● PROBLEM TO SOLVE:
What you need to produce is the complete listing, repeated exactly.

● ENTRIES PROVIDED:
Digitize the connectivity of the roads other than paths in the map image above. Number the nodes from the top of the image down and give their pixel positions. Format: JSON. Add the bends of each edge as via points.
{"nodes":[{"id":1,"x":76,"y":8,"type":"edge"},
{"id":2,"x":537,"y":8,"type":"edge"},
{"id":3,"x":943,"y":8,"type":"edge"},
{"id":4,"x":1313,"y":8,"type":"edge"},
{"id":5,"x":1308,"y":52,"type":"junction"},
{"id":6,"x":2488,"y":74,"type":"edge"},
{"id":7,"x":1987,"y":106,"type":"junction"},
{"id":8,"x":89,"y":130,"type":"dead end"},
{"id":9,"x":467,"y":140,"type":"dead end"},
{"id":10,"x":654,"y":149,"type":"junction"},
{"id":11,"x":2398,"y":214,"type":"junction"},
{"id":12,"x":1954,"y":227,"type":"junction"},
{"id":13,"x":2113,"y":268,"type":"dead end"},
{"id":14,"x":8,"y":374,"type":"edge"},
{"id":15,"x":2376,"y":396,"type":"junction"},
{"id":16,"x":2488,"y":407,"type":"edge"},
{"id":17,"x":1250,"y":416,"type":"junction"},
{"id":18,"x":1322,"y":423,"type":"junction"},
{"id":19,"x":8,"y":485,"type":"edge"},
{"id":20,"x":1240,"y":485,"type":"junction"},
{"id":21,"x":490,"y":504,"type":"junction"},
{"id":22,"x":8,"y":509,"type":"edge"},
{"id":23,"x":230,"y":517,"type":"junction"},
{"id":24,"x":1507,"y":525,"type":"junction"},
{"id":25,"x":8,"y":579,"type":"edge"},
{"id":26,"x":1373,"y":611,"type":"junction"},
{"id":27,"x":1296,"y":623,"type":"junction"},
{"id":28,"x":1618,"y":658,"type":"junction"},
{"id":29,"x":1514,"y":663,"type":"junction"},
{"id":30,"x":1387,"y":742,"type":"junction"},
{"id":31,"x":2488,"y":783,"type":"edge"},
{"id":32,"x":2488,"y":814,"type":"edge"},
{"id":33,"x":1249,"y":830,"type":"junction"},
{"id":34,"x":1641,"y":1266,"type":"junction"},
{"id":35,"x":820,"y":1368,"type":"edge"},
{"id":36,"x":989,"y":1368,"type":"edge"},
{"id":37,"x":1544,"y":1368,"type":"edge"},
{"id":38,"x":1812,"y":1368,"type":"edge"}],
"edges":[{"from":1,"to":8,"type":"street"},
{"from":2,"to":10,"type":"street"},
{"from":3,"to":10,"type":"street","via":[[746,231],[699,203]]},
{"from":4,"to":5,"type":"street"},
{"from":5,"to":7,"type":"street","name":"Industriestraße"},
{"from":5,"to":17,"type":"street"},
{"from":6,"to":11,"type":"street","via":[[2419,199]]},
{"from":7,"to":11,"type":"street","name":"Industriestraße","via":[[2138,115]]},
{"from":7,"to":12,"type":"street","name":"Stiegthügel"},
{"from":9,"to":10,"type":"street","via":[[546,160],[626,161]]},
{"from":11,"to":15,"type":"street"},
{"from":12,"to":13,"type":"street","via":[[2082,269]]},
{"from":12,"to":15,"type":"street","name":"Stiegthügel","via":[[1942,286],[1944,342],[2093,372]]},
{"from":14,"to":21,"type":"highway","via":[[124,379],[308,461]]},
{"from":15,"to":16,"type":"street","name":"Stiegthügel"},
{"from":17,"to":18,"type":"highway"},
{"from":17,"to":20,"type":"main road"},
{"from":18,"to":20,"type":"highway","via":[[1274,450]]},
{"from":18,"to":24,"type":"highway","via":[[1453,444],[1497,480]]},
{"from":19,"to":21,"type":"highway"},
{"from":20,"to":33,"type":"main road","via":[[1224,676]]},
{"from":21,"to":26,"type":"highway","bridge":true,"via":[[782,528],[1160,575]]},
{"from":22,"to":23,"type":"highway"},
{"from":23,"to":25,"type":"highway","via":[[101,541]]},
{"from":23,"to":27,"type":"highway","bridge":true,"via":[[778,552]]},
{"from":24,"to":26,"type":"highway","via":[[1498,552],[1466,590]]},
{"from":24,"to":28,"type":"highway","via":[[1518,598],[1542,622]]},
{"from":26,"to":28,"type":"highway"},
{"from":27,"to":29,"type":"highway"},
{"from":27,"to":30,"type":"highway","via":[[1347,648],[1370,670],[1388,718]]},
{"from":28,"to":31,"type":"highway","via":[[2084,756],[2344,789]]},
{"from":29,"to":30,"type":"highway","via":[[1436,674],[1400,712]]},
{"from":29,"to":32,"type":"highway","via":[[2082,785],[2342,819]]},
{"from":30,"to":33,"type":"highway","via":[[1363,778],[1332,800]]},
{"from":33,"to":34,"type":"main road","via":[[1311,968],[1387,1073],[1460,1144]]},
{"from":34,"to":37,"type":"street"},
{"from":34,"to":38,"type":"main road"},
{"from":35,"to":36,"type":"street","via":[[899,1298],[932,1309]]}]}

● EXPECTED OUTPUT:
Digitize the connectivity of the roads other than paths in the map image above. Number the nodes from the top of the image down and give their pixel positions. Format: JSON. Add the bends of each edge as via points.
{"nodes":[{"id":1,"x":76,"y":8,"type":"edge"},
{"id":2,"x":537,"y":8,"type":"edge"},
{"id":3,"x":943,"y":8,"type":"edge"},
{"id":4,"x":1313,"y":8,"type":"edge"},
{"id":5,"x":1308,"y":52,"type":"junction"},
{"id":6,"x":2488,"y":74,"type":"edge"},
{"id":7,"x":1987,"y":106,"type":"junction"},
{"id":8,"x":89,"y":130,"type":"dead end"},
{"id":9,"x":467,"y":140,"type":"dead end"},
{"id":10,"x":654,"y":149,"type":"junction"},
{"id":11,"x":2398,"y":214,"type":"junction"},
{"id":12,"x":1954,"y":227,"type":"junction"},
{"id":13,"x":2113,"y":268,"type":"dead end"},
{"id":14,"x":8,"y":374,"type":"edge"},
{"id":15,"x":2376,"y":396,"type":"junction"},
{"id":16,"x":2488,"y":407,"type":"edge"},
{"id":17,"x":1250,"y":416,"type":"junction"},
{"id":18,"x":1322,"y":423,"type":"junction"},
{"id":19,"x":8,"y":485,"type":"edge"},
{"id":20,"x":1240,"y":485,"type":"junction"},
{"id":21,"x":490,"y":504,"type":"junction"},
{"id":22,"x":8,"y":509,"type":"edge"},
{"id":23,"x":230,"y":517,"type":"junction"},
{"id":24,"x":1507,"y":525,"type":"junction"},
{"id":25,"x":8,"y":579,"type":"edge"},
{"id":26,"x":1373,"y":611,"type":"junction"},
{"id":27,"x":1296,"y":623,"type":"junction"},
{"id":28,"x":1618,"y":658,"type":"junction"},
{"id":29,"x":1514,"y":663,"type":"junction"},
{"id":30,"x":1387,"y":742,"type":"junction"},
{"id":31,"x":2488,"y":783,"type":"edge"},
{"id":32,"x":2488,"y":814,"type":"edge"},
{"id":33,"x":1249,"y":830,"type":"junction"},
{"id":34,"x":1641,"y":1266,"type":"junction"},
{"id":35,"x":820,"y":1368,"type":"edge"},
{"id":36,"x":989,"y":1368,"type":"edge"},
{"id":37,"x":1544,"y":1368,"type":"edge"},
{"id":38,"x":1812,"y":1368,"type":"edge"}],
"edges":[{"from":1,"to":8,"type":"street"},
{"from":2,"to":10,"type":"street"},
{"from":3,"to":10,"type":"street","via":[[746,231],[699,203]]},
{"from":4,"to":5,"type":"street"},
{"from":5,"to":7,"type":"street","name":"Industriestraße"},
{"from":5,"to":17,"type":"street"},
{"from":6,"to":11,"type":"street","via":[[2419,199]]},
{"from":7,"to":11,"type":"street","name":"Industriestraße","via":[[2138,115]]},
{"from":7,"to":12,"type":"street","name":"Stiegthügel"},
{"from":9,"to":10,"type":"street","via":[[546,160],[626,161]]},
{"from":11,"to":15,"type":"street"},
{"from":12,"to":13,"type":"street","via":[[2082,269]]},
{"from":12,"to":15,"type":"street","name":"Stiegthügel","via":[[1942,286],[1944,342],[2093,372]]},
{"from":14,"to":21,"type":"highway","via":[[124,379],[308,461]]},
{"from":15,"to":16,"type":"street","name":"Stiegthügel"},
{"from":17,"to":18,"type":"highway"},
{"from":17,"to":20,"type":"main road"},
{"from":18,"to":20,"type":"highway","via":[[1274,450]]},
{"from":18,"to":24,"type":"highway","via":[[1453,444],[1497,480]]},
{"from":19,"to":21,"type":"highway"},
{"from":20,"to":33,"type":"main road","via":[[1224,676]]},
{"from":21,"to":26,"type":"highway","bridge":true,"via":[[782,528],[1160,575]]},
{"from":22,"to":23,"type":"highway"},
{"from":23,"to":25,"type":"highway","via":[[101,541]]},
{"from":23,"to":27,"type":"highway","bridge":true,"via":[[778,552]]},
{"from":24,"to":26,"type":"highway","via":[[1498,552],[1466,590]]},
{"from":24,"to":28,"type":"highway","via":[[1518,598],[1542,622]]},
{"from":26,"to":28,"type":"highway"},
{"from":27,"to":29,"type":"highway"},
{"from":27,"to":30,"type":"highway","via":[[1347,648],[1370,670],[1388,718]]},
{"from":28,"to":31,"type":"highway","via":[[2084,756],[2344,789]]},
{"from":29,"to":30,"type":"highway","via":[[1436,674],[1400,712]]},
{"from":29,"to":32,"type":"highway","via":[[2082,785],[2342,819]]},
{"from":30,"to":33,"type":"highway","via":[[1363,778],[1332,800]]},
{"from":33,"to":34,"type":"main road","via":[[1311,968],[1387,1073],[1460,1144]]},
{"from":34,"to":37,"type":"street"},
{"from":34,"to":38,"type":"main road"},
{"from":35,"to":36,"type":"street","via":[[899,1298],[932,1309]]}]}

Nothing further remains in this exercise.